L’Office français de la biodiversité (OFB) et la Ligue pour la protection des oiseaux (LPO) lancent une opération de grande envergure dans la Réserve naturelle nationale de la baie de l’Aiguillon pour restaurer les vasières de ce site exceptionnel classé parmi les plus importants d’Europe pour l’accueil des oiseaux migrateurs. Cette opération de restauration écologique, d’1 million d’euros, financée par l’Office français de la biodiversité et le projet Life espèces marines mobiles sera réalisée sur quatre hivers consécutifs en concertation avec les professionnels de la mer. Les bénéfices attendus sont nombreux : retrouver un habitat favorable pour l’accueil des oiseaux migrateurs et hivernants (dont la Barge à queue noire), diminuer la concurrence alimentaire pour les élevages de coquillages, limiter la sédimentation, etc.

Des vasières sous la menace des huîtres sauvages japonaises

Située au nord du Parc naturel marin de l’estuaire de la Gironde et de la mer des Pertuis, la baie de l'Aiguillon constitue une zone d'importance internationale majeure pour l'accueil des oiseaux hivernants et migrateurs tels que la Barge à queue noire et l’Avocette élégante, ce qui a valu son classement en Réserve naturelle nationale. 

Ses 3 700 hectares de vasières naturelles servent de garde-manger et de zone de quiétude essentiels à leur survie lors de leurs longs voyages entre l’Europe et l’Afrique.

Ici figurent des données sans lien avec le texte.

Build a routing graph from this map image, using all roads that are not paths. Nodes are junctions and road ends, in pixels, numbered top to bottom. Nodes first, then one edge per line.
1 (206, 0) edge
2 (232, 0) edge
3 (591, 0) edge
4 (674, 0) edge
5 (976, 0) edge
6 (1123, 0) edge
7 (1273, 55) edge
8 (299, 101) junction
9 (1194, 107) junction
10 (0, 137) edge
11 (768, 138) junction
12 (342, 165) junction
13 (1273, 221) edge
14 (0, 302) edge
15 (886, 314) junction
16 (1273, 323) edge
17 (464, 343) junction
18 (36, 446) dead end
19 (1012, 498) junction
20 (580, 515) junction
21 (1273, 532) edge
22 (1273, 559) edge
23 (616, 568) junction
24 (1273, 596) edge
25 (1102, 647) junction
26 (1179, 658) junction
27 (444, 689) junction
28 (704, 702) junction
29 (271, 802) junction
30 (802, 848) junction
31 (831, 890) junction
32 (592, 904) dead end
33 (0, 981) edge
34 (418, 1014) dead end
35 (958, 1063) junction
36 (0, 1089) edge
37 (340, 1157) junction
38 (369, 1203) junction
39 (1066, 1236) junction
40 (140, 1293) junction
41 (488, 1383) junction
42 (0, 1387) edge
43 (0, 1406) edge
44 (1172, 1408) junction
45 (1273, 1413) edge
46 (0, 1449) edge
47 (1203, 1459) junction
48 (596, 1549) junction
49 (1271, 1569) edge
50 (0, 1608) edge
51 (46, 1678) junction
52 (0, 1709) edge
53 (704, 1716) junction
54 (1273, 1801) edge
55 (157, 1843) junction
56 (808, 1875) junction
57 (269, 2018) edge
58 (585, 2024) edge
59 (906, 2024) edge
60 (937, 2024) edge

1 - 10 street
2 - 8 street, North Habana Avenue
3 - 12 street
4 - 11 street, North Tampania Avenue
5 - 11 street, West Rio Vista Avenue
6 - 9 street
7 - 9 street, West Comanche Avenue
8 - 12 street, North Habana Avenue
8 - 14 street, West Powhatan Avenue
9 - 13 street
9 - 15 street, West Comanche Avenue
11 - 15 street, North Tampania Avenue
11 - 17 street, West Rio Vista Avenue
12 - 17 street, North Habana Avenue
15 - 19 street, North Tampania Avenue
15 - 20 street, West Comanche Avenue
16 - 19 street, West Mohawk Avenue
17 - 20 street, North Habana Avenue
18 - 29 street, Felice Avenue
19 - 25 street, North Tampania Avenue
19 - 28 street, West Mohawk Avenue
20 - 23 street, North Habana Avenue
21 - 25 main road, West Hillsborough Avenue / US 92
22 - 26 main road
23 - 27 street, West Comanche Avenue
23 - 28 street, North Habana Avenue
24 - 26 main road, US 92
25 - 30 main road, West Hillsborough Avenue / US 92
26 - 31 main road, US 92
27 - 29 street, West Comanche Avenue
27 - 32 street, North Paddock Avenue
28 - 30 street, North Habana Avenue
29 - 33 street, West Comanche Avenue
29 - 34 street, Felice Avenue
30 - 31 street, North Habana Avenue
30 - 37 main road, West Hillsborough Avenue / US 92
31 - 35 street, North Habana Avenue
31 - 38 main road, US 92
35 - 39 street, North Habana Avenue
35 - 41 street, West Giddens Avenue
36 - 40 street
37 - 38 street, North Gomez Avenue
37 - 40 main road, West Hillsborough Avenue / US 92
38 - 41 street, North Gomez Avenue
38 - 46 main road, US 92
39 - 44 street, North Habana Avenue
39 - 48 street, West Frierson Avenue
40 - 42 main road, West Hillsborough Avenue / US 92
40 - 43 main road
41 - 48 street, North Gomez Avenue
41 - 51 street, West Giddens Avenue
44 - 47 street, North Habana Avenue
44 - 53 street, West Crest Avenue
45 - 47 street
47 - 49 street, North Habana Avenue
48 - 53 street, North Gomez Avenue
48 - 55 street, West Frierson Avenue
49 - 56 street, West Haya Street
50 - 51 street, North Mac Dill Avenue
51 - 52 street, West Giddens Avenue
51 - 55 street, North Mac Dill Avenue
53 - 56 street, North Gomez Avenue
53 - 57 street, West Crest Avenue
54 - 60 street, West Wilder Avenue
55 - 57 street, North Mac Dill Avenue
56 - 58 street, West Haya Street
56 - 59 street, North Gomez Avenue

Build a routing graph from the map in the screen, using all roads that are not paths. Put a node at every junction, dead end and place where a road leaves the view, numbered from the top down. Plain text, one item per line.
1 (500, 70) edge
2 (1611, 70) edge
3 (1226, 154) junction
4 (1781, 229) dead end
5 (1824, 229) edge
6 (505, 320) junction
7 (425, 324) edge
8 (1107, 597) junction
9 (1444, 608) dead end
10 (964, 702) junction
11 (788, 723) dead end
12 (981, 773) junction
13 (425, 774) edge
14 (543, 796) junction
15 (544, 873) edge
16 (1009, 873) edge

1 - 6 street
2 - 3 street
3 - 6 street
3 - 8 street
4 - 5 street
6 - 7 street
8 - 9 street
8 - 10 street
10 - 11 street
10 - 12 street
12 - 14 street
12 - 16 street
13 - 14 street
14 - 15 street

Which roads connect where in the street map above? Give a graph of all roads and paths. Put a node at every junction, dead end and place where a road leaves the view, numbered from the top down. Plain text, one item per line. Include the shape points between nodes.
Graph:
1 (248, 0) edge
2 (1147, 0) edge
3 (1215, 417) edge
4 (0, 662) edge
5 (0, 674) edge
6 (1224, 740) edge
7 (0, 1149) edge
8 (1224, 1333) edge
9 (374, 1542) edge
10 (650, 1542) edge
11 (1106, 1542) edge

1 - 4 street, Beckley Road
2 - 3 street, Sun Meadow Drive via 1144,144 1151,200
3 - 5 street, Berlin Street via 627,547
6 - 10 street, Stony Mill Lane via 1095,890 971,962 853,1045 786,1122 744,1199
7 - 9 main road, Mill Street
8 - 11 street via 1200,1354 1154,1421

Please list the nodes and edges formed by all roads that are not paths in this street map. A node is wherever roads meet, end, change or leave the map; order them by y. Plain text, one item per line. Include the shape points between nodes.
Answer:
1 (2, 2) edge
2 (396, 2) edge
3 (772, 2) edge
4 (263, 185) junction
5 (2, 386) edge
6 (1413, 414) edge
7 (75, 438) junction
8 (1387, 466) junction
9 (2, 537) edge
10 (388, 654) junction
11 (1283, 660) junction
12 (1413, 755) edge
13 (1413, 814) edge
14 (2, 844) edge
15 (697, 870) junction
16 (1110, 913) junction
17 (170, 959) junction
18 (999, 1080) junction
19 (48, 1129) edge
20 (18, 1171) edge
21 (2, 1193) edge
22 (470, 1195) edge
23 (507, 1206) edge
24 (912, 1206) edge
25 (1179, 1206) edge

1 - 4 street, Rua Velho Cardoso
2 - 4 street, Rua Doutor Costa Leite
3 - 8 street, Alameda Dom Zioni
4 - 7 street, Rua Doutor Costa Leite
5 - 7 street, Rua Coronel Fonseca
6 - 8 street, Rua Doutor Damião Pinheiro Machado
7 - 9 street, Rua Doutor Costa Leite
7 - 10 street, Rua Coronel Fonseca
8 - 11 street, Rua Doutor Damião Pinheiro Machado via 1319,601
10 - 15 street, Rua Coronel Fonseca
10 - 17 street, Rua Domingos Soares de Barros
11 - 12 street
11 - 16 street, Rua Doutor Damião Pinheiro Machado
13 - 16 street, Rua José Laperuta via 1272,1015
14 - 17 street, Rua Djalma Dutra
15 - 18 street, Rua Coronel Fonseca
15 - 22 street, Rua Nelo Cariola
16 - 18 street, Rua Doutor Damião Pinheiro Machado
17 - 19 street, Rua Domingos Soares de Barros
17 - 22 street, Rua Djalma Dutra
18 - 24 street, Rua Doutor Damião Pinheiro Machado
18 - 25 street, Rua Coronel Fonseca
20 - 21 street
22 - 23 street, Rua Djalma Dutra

Souvent perçues comme des étendues de « vase » sans intérêt, les vasières constituent des écosystèmes d'une richesse exceptionnelle : elles filtrent et épurent l'eau grâce aux organismes qu'elles abritent, elles assurent la production de plancton à la base de la chaîne alimentaire, elles stockent le carbone dans leurs sédiments, elles atténuent l'érosion côtière en absorbant l'énergie des vagues et elles constituent des frayères et nurseries pour de nombreuses espèces de poissons.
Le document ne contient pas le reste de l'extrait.